Wednesday, October 8, 2008

A worthy innovation

At VCU’s Mass Comm Week I got a chance to get an inside look from the industry people. The fears attached to the job market in media (and elsewhere) are omnipresent, but overall the opportunities for fresh-out-of-college journalists are still plenty.

At one of the events Phil Hillard (on left) and Michael Terpak spoke on “Innovations for the newspaper business”. Hillard and Terpark recently graduated from VCU and currently are part of a young team in Media General’s publishing department. Their job involves using new technology to generate new areas of revenues.

According to the duo, coming up with innovative ideas to attract more business for publishing is not the only challenge. It’s tough hanging in there with the kind of bureaucracy involved in big companies like theirs. They felt that even though they were hired to bring in a fresh perceptive in publishing, the top management on most occasions wasn’t open to new ideas.

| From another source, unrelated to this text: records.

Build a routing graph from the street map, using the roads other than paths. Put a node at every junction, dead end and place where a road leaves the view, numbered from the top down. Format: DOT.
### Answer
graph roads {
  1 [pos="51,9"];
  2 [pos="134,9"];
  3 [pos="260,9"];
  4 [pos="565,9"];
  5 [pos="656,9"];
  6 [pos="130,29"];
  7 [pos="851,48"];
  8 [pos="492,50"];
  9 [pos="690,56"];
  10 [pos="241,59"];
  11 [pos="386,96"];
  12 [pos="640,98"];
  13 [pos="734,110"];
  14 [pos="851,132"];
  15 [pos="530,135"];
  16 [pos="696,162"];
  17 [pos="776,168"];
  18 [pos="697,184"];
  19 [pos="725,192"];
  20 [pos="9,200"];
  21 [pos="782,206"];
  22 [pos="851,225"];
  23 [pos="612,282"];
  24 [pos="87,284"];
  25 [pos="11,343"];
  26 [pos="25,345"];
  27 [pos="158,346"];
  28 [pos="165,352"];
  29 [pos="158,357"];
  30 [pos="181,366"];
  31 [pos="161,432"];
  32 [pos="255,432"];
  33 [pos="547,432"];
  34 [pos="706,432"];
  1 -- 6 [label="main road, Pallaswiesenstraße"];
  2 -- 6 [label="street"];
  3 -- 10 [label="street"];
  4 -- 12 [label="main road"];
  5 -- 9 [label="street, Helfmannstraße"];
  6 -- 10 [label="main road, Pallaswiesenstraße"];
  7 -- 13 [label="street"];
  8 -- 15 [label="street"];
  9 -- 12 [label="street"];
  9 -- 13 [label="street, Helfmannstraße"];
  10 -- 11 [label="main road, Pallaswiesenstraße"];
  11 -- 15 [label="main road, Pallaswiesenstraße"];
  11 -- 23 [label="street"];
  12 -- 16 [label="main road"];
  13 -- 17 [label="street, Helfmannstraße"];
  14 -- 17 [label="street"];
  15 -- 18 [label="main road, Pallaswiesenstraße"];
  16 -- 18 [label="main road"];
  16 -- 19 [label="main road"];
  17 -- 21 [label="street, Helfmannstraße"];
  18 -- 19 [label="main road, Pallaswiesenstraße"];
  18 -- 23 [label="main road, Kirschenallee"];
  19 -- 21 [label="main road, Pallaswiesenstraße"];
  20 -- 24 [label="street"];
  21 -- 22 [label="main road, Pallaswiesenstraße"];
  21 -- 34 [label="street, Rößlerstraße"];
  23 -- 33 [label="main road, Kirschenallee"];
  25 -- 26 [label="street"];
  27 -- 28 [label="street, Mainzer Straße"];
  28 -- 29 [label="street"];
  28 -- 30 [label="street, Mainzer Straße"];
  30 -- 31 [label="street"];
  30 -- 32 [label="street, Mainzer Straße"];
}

But one of their successes has been the classifieds for Tampa Tribune website. They enabled small businesses to come online and advertised their products and services with the freedom of choosing their own design and content. It helped the businesses in advertising for much less compared to the newspaper.

They are currently working on a, a website for individual and pre-packaged day trips. It provides travel businesses an online presence, a chance to advertise and different tools to connect with their customers. Again the pitch wasn’t easy for them. Firstly the top-level suits didn’t understand the concept. Their Interactive department saw this as a potential threat since this would take their business away.

I guess with the bad economy and deteriorating newspaper business such innovations can help save the newspapers for being extinct. Unaffiliated media and better technology are somewhere responsible the decline of newspapers and publishing media. But here’s a chance to use that very technology to bring a new and improved face of newspapers.
Here's what Phil Hillard and Michael Terpak predict.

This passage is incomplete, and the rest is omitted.